If's often said that this viewfinder is the Soviet-Russian camera industry's best offering, quality-wise. I can't verify that since I only own it and a FED-2, but I can testify that it's first class.
The Russian turret viewfinder is a copy (by KMZ Krasnogorsk) of the Zeiss universal viewfinder for the Contax. However, the Russians copied it both in its original shape and in a horizontally mirrored version, because the original impaired the operation of the shutter speed dial on screw mount Leicas (and Russian Leica copies). Shown here is the "Leica" version.
There are, in principle, three possibilities for constructing a viewfinder for multiple focals:
- The zoom principle. Zoom finders as accessories were at least available from Tewe and Nikon, and today almost every autofocus-zoom-snapshot camera has one. Advantage: the image area is always shown full frame. Disadvantage: really complex construction, economically feasible only recently. Certainly not in the day of the Leitz and Zeiss viewfinders.
- The VIOOH principle. VIOOH was the Leitz code for an universal viewfinder that worked with a fixed focal and mirrored frame lines. The advantage for Leitz: relatively cheap to produce. The disadvantage for photographers: only the cadre for the shortest focal is shown full frame, the others are progressively smaller, to the point of being virtually useless.
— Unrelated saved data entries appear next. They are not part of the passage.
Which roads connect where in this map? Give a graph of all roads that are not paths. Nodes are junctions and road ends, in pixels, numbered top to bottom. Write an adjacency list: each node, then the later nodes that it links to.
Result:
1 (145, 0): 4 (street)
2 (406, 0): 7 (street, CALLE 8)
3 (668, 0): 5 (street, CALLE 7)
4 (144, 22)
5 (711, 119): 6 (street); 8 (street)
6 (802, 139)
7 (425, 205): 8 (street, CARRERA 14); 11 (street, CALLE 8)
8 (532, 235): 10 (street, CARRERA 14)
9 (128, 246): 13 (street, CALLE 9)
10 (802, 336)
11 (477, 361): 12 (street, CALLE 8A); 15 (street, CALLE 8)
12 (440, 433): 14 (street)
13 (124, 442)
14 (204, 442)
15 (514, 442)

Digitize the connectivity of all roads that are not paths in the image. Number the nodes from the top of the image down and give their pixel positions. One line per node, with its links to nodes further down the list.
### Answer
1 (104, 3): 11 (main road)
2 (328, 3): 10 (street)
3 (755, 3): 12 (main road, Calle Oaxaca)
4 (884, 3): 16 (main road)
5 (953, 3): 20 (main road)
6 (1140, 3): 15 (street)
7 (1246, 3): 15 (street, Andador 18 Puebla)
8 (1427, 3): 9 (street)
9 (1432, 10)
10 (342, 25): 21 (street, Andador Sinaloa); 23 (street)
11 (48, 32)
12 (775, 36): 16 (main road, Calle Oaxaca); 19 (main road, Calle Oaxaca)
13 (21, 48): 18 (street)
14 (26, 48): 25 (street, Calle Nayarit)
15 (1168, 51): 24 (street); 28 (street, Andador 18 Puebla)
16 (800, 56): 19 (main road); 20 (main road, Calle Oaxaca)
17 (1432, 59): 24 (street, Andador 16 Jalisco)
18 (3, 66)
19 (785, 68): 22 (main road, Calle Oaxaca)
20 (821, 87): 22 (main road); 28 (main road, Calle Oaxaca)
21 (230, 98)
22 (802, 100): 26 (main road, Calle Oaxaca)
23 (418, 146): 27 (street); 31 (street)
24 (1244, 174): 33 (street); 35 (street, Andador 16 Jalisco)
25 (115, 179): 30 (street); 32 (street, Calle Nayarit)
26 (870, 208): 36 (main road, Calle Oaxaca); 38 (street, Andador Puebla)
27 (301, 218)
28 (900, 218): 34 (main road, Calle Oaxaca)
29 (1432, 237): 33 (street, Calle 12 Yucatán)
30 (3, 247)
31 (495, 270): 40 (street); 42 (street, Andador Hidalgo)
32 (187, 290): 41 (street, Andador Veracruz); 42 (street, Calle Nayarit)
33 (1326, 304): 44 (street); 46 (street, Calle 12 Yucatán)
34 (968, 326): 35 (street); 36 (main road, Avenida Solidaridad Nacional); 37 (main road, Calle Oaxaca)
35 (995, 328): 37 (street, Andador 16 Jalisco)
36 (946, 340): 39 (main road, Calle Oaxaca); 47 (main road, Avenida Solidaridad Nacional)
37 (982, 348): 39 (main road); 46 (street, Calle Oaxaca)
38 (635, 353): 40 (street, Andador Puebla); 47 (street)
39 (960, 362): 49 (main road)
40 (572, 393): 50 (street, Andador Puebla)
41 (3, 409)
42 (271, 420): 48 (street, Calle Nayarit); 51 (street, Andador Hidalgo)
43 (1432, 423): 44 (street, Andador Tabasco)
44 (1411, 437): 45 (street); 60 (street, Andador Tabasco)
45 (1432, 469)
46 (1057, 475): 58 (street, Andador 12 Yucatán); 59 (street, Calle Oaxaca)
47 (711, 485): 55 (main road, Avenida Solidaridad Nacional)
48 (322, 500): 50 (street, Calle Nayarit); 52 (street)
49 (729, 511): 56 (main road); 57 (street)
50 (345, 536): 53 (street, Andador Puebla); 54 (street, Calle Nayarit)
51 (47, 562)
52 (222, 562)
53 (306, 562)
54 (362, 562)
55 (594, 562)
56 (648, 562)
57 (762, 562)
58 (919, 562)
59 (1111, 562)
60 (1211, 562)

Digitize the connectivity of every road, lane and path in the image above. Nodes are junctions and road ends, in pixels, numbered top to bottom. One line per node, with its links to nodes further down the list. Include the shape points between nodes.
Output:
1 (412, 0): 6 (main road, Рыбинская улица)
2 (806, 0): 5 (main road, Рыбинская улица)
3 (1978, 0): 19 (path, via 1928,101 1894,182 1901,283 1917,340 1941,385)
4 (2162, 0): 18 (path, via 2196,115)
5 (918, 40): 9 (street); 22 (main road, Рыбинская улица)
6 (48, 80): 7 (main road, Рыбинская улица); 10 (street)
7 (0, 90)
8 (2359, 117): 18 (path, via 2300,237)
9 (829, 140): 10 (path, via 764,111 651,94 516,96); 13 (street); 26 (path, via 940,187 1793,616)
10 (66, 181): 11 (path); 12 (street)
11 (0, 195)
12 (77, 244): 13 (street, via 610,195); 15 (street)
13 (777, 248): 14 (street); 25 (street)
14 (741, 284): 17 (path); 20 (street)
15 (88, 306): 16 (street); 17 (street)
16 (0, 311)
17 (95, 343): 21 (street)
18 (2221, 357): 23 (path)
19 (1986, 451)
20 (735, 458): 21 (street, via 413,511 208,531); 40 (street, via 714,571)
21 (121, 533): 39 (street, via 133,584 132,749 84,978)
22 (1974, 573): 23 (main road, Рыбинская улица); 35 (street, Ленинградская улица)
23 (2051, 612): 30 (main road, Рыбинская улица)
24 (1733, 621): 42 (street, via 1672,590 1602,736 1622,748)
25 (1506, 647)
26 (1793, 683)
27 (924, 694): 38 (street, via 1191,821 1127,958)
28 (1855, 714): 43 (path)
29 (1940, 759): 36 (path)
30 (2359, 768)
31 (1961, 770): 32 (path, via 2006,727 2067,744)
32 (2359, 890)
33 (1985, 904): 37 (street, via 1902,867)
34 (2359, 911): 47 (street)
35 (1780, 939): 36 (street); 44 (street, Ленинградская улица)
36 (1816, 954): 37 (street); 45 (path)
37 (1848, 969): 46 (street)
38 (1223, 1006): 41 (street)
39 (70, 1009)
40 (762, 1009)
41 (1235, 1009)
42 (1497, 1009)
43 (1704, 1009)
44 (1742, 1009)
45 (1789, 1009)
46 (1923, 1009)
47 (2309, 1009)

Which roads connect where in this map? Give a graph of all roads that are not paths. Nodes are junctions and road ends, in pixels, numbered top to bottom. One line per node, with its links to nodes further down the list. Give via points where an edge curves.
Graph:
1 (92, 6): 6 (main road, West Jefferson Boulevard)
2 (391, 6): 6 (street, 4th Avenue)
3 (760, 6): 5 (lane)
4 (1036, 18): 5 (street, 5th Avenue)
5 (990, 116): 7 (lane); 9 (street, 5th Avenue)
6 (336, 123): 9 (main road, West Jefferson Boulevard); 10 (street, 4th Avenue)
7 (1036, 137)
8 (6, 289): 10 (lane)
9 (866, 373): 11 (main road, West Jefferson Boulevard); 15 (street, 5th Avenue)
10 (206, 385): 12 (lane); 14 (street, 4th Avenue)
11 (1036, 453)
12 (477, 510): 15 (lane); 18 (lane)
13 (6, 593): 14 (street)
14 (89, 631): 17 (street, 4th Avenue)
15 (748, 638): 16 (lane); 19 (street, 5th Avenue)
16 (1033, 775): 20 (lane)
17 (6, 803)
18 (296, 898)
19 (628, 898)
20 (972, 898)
However, the viewfinder is easy to integrate into a camera body, which is why even today the viewfinders of interchangeable-lens rangefinder cameras like the Leica-M, the Voigtländer Bessa R/R2 and the Konica Hexar RF operate on this principle.
- The turret viewfinder: in principle a viewfinder with interchangeable optics (but only the front elements are swapped), arranged on a rotating disc. Advantages: the optics can be optimized (within what's feasible in this size), and the cadre is always full frame. Disadvantage: the principle is almost impossible to integrate into a camera, thus only possible as an accessory.
Optics: the 28 and 35mm focals suffer from barrel distortion. Given their size that's forgivable, and not so serious, because it's enough to determine the frame by, and the distortions don't show up on film anyway. The other focals virtually don't distort at all.
Viewfinder image: really large and bright. The enlargement is close to 1:1 at 85mm. The area outside the cadre is backed with grey which is actually much better than a mirrored cadre, because on one hand you can see what's "outside the frame" if you want to (unlike an SLR), and on the other there's a definite difference at first glance between inside and outside, so your eye doesn't have to search for a (perhaps segmented) frame line.
Handling: the focal length adjustment is smooth as silk, with click stops for every focal. A - non-clicking - parallax compensation is achieved by slightly rotating the optics. That's maybe not theoretically correct, but does the job reasonably good. The whole thing consists of glass and milled and machined metal, and makes the heart of every fine-mechanical afficionado skip a beat.
The viewfinder always seems to look bigger on pictures than in reality. It's really compact and pleasant to use.
Available at good flea markets. Try it. It's worth it.